= RECORDS FOR PROCESSING =
((
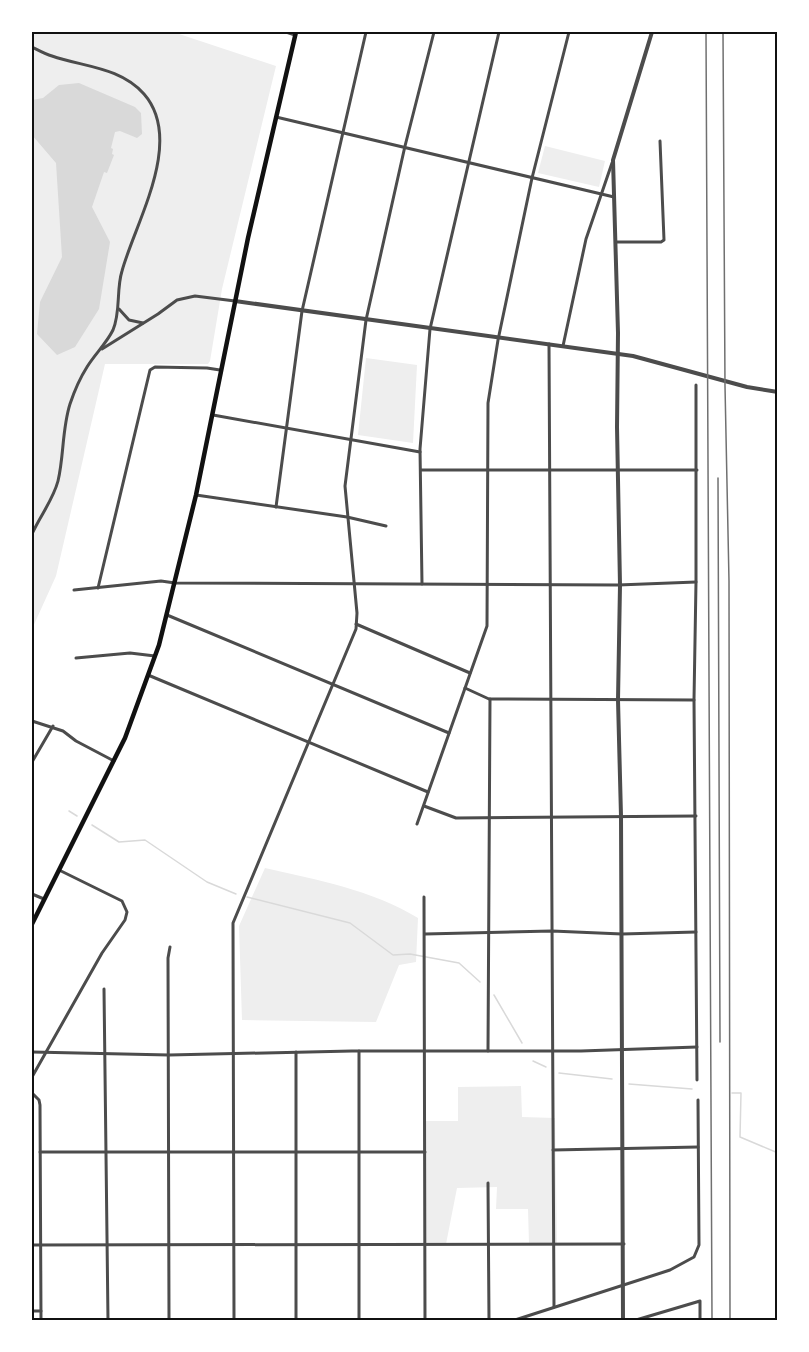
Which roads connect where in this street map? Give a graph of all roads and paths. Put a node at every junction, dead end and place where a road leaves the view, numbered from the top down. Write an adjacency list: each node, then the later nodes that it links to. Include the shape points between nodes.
1 (286, 32): 7 (street)
2 (366, 32): 10 (street)
3 (434, 32): 12 (street)
4 (499, 32): 14 (street)
5 (568, 32): 15 (street)
6 (651, 32): 13 (street)
7 (296, 33): 9 (main road)
8 (32, 47): 20 (street, via 116,74 144,94 152,106 158,126 157,170 122,268)
9 (276, 117): 10 (street); 19 (main road)
10 (342, 134): 12 (street); 21 (street)
11 (660, 141): 18 (street, via 664,240)
12 (405, 146): 14 (street); 22 (street)
13 (613, 160): 16 (street); 17 (street)
14 (469, 162): 15 (street); 24 (street)
15 (532, 178): 16 (street); 25 (street)
16 (601, 193): 17 (street); 27 (street, via 586,239)
17 (614, 197): 18 (street)
18 (616, 242): 29 (street)
19 (235, 301): 21 (street); 23 (street, via 186,297); 30 (main road)
20 (118, 307): 23 (street, via 129,320); 28 (street, via 114,328)
21 (303, 311): 22 (street); 34 (street)
22 (366, 320): 24 (street); 35 (street)
23 (145, 323): 28 (street)
24 (430, 329): 25 (street); 36 (street)
25 (498, 339): 26 (street); 40 (street, via 488,403)
26 (549, 344): 27 (street); 38 (street)
27 (563, 346): 29 (street)
28 (101, 349): 46 (street, via 87,367 69,406 54,493)
29 (617, 354): 32 (street); 37 (street)
30 (220, 370): 33 (main road); 54 (street, via 150,370)
31 (696, 384): 41 (street)
32 (777, 392)
33 (213, 415): 34 (street); 42 (main road)
34 (286, 428): 35 (street); 43 (street)
35 (351, 440): 36 (street); 44 (street, via 345,486)
36 (420, 452): 39 (street)
37 (617, 468): 38 (street); 41 (street); 53 (street)
38 (549, 469): 40 (street); 52 (street)
39 (421, 470): 40 (street); 50 (street)
40 (488, 470): 51 (street)
41 (697, 470): 47 (street)
42 (196, 495): 43 (street); 48 (main road)
43 (276, 507): 44 (street)
44 (347, 517): 45 (street); 49 (street)
45 (386, 526)
46 (32, 534)
47 (696, 582): 53 (street); 66 (street)
48 (175, 583): 49 (street); 54 (street, via 161,580); 56 (main road)
49 (354, 584): 50 (street); 57 (street)
50 (422, 584): 51 (street)
51 (488, 585): 52 (street); 60 (street, via 487,626)
52 (550, 585): 53 (street); 67 (street)
53 (620, 585): 65 (street)
54 (98, 588): 55 (street)
55 (74, 590)
56 (166, 615): 58 (main road); 62 (street)
57 (356, 624): 60 (street); 62 (street)
58 (155, 656): 59 (street, via 130,653); 61 (main road)
59 (76, 658)
60 (470, 673): 63 (street)
61 (148, 675): 71 (street); 72 (main road)
62 (333, 684): 70 (street); 71 (street)
63 (465, 687): 64 (street); 70 (street)
64 (490, 699): 67 (street); 79 (street)
65 (618, 700): 66 (street); 67 (street); 77 (street)
66 (694, 700): 78 (street)
67 (550, 701): 76 (street)
68 (32, 721): 69 (street)
69 (52, 726): 72 (street); 73 (street, via 32,762)
70 (449, 733): 74 (street)
71 (309, 742): 74 (street); 103 (street, via 233,923)
72 (114, 761): 81 (main road)
73 (32, 776)
74 (428, 792): 75 (street)
75 (423, 806): 79 (street, via 456,818); 80 (street)
76 (551, 816): 77 (street); 79 (street); 86 (street)
77 (621, 816): 78 (street); 90 (street)
78 (696, 816): 87 (street)
79 (489, 818): 89 (street)
80 (417, 824)
81 (59, 870): 84 (main road); 100 (street, via 125,904 127,916)
82 (32, 894): 84 (street)
83 (424, 897): 88 (street)
84 (44, 899): 85 (main road)
85 (32, 924)
86 (552, 931): 89 (street); 90 (street); 94 (street)
87 (696, 932): 90 (street); 93 (street)
88 (424, 934): 89 (street); 97 (street)
89 (488, 934): 98 (street)
90 (622, 934): 95 (street)
91 (170, 947): 104 (street)
92 (104, 988): 102 (street)
93 (697, 1047): 95 (street); 106 (street)
94 (552, 1050): 95 (street); 98 (street); 111 (street)
95 (622, 1050): 110 (street)
96 (359, 1051): 97 (street); 101 (street); 117 (street)
97 (425, 1051): 98 (street); 118 (street)
98 (488, 1051)
99 (32, 1052): 100 (street)
100 (44, 1052): 102 (street); 105 (street)
101 (296, 1052): 103 (street); 116 (street)
102 (105, 1053): 104 (street); 113 (street)
103 (232, 1053): 104 (street); 115 (street)
104 (169, 1055): 114 (street)
105 (32, 1077)
106 (697, 1080)
107 (32, 1093): 112 (street, via 40,1105)
108 (698, 1100): 109 (street)
109 (698, 1147): 110 (street); 131 (street, via 699,1245 694,1257)
110 (622, 1148): 111 (street); 120 (street)
111 (553, 1150): 130 (street)
112 (40, 1152): 113 (street); 122 (street)
113 (107, 1152): 114 (street); 123 (street)
114 (169, 1152): 115 (street); 124 (street)
115 (233, 1152): 116 (street); 125 (street)
116 (296, 1152): 117 (street); 126 (street)
117 (359, 1152): 118 (street); 127 (street)
118 (425, 1152): 128 (street)
119 (488, 1183): 129 (street)
120 (624, 1244): 130 (street); 131 (street)
121 (32, 1245): 122 (street)
122 (41, 1245): 123 (street); 134 (street)
123 (107, 1245): 124 (street); 136 (street)
124 (169, 1245): 125 (street); 137 (street)
125 (234, 1245): 126 (street); 138 (street)
126 (296, 1245): 127 (street); 139 (street)
127 (359, 1245): 128 (street); 140 (street)
128 (425, 1245): 129 (street); 141 (street)
129 (490, 1245): 130 (street); 142 (street)
130 (553, 1245): 132 (street)
131 (624, 1286): 132 (street); 144 (street)
132 (554, 1307): 143 (street)
133 (32, 1311): 134 (street)
134 (41, 1311): 135 (street)
135 (41, 1320)
136 (108, 1320)
137 (170, 1320)
138 (234, 1320)
139 (296, 1320)
140 (359, 1320)
141 (425, 1320)
142 (489, 1320)
143 (515, 1320)
144 (623, 1320)
145 (636, 1320): 146 (street, via 700,1301)
146 (700, 1320)

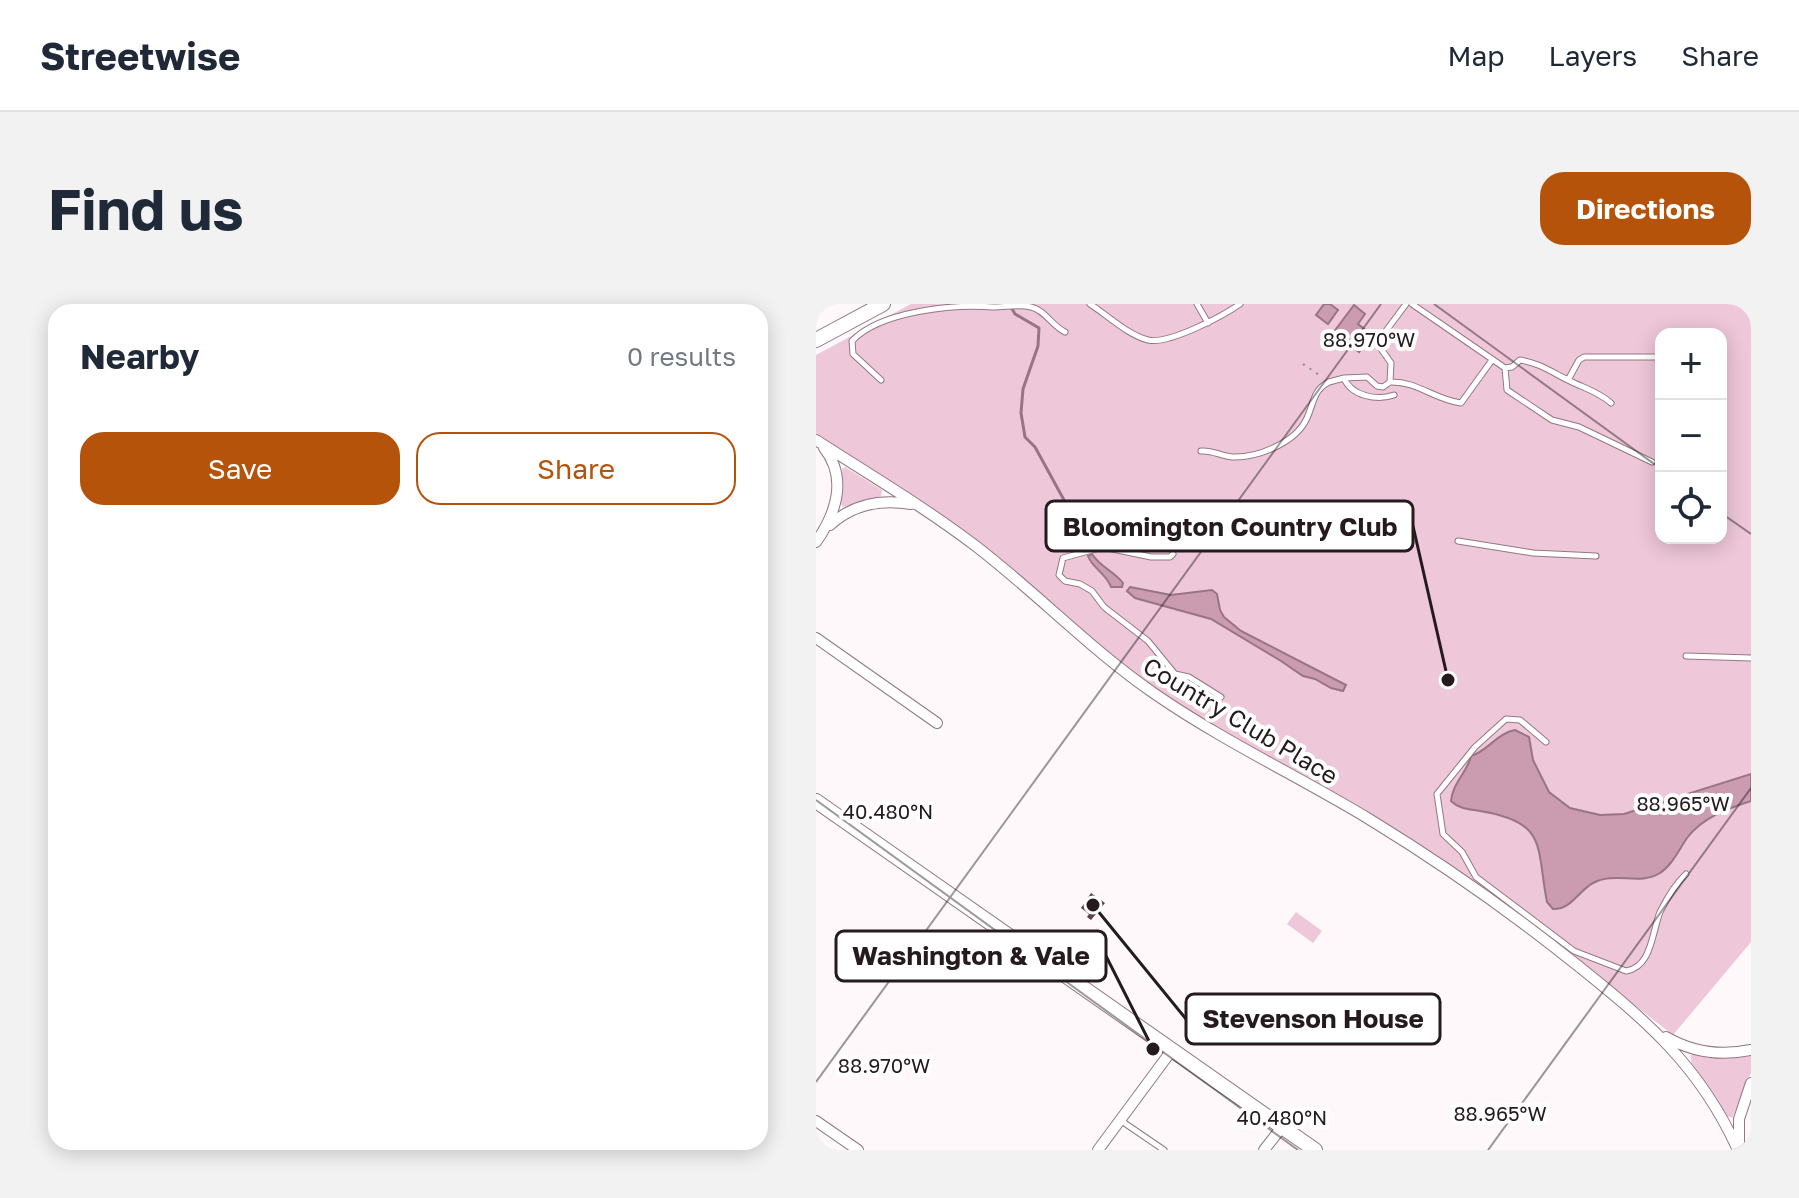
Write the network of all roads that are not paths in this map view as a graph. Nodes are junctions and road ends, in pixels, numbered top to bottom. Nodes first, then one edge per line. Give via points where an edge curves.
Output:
1 (883, 304) edge
2 (1090, 304) edge
3 (1197, 304) edge
4 (1240, 304) edge
5 (1406, 304) edge
6 (1412, 304) edge
7 (1208, 323) junction
8 (1065, 332) dead end
9 (816, 340) edge
10 (1655, 357) edge
11 (1492, 360) junction
12 (1505, 368) junction
13 (1344, 378) junction
14 (881, 380) dead end
15 (1568, 380) junction
16 (1390, 382) junction
17 (1394, 395) dead end
18 (1611, 403) dead end
19 (818, 441) edge
20 (1201, 451) dead end
21 (1652, 462) dead end
22 (917, 505) junction
23 (1293, 527) dead end
24 (824, 530) junction
25 (1458, 541) dead end
26 (816, 542) edge
27 (1092, 549) junction
28 (1173, 554) dead end
29 (1596, 556) dead end
30 (816, 638) edge
31 (1686, 656) dead end
32 (1751, 658) edge
33 (1221, 697) dead end
34 (937, 723) dead end
35 (1546, 742) dead end
36 (816, 801) edge
37 (1686, 874) dead end
38 (1652, 1027) junction
39 (1172, 1050) junction
40 (1751, 1050) edge
41 (1751, 1083) edge
42 (1120, 1120) junction
43 (816, 1121) edge
44 (1282, 1127) junction
45 (858, 1150) edge
46 (1098, 1150) edge
47 (1164, 1150) edge
48 (1264, 1150) edge
49 (1315, 1150) edge
50 (1738, 1150) edge

1 - 9 main road
2 - 7 lane via 1151,341
3 - 7 lane
4 - 7 lane
5 - 16 lane via 1377,343 1391,363
6 - 11 lane
8 - 14 lane via 1036,309 1017,306 963,305 887,320 851,343 853,354
10 - 15 lane via 1584,357
11 - 12 lane
11 - 16 lane via 1461,403 1440,399 1417,385
12 - 15 lane via 1527,361
12 - 21 lane via 1507,390 1536,410
13 - 16 lane via 1367,377 1383,387
13 - 17 lane via 1359,393
13 - 20 lane via 1317,391 1304,423 1282,443 1233,457
15 - 18 lane
19 - 22 street, Country Club Place
19 - 24 street via 830,455 838,485
22 - 24 street via 864,505
22 - 38 street, Country Club Place via 978,548 1155,694 1419,851 1553,947
23 - 27 lane via 1262,522 1234,509 1180,531 1137,535
24 - 26 street
25 - 29 lane
27 - 28 lane via 1151,557
27 - 33 lane via 1063,558 1061,578 1092,591 1148,641 1175,674
30 - 34 street
31 - 32 lane
35 - 37 lane via 1520,720 1506,719 1437,794 1443,834 1459,848 1476,877 1574,951 1626,971 1643,960 1661,911
36 - 39 main road
38 - 40 street, Country Club Place via 1699,1050
38 - 50 street, Country Club Place via 1702,1085
39 - 42 street
39 - 44 main road
41 - 50 street, Country Club Place via 1739,1119
42 - 46 street
42 - 47 lane
43 - 45 street
44 - 48 street
44 - 49 main road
))
= ASSIGNMENT =
In the records above, find each line with the word "roads" and copy it.

= WRITTEN SOLUTION =
Which roads connect where in this street map? Give a graph of all roads and paths. Put a node at every junction, dead end and place where a road leaves the view, numbered from the top down. Write an adjacency list: each node, then the later nodes that it links to. Include the shape points between nodes.
Write the network of all roads that are not paths in this map view as a graph. Nodes are junctions and road ends, in pixels, numbered top to bottom. Nodes first, then one edge per line. Give via points where an edge curves.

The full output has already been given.